• _TASK TO CARRY OUT_
With the entries below as the source, tally the lines that contain the string "edges" and give the number only.
THE DATA Block Start
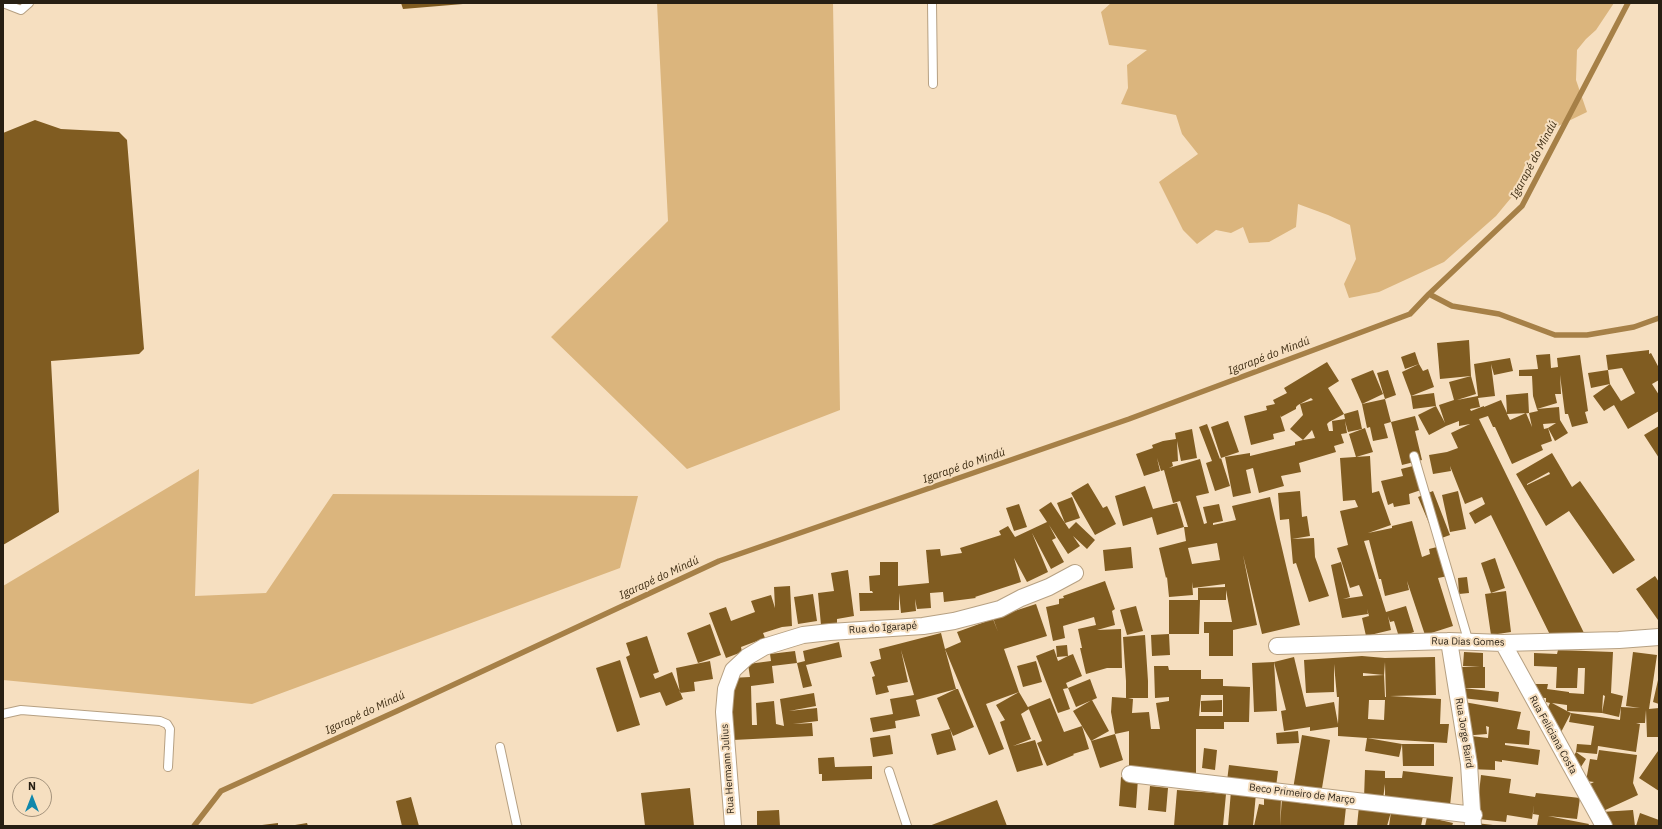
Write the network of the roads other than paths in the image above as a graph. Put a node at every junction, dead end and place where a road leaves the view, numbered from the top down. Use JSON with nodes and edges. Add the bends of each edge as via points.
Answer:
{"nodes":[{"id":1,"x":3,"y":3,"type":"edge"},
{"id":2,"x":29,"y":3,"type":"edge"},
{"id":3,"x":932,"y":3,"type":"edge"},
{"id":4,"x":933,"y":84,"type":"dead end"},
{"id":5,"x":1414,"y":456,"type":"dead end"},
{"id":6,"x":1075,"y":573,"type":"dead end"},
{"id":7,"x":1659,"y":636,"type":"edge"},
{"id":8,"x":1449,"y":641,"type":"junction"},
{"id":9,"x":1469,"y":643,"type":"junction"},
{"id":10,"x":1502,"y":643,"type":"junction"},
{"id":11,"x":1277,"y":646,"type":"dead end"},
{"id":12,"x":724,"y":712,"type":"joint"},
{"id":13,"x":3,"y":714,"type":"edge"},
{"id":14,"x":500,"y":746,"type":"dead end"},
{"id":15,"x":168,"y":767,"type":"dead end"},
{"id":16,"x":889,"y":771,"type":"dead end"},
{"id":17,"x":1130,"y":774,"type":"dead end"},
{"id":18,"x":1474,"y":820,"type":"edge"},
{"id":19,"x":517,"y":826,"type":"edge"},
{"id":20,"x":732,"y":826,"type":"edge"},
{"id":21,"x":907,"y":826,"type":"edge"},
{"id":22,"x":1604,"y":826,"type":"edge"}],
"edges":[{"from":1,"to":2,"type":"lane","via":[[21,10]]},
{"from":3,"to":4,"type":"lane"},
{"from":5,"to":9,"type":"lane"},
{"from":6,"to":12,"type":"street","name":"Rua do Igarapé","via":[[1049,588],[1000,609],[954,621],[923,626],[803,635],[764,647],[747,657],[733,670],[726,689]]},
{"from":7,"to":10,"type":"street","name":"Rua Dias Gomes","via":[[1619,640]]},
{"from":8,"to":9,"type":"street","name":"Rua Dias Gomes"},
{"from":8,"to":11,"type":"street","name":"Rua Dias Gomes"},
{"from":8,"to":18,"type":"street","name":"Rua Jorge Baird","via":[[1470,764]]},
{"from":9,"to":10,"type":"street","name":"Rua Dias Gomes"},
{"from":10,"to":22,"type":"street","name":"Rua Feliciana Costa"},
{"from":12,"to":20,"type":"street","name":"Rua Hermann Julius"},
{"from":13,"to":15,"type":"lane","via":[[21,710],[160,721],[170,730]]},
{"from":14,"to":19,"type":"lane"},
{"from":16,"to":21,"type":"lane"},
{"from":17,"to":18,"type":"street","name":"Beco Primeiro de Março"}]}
THE DATA Block End
• _ANSWER AREA_
2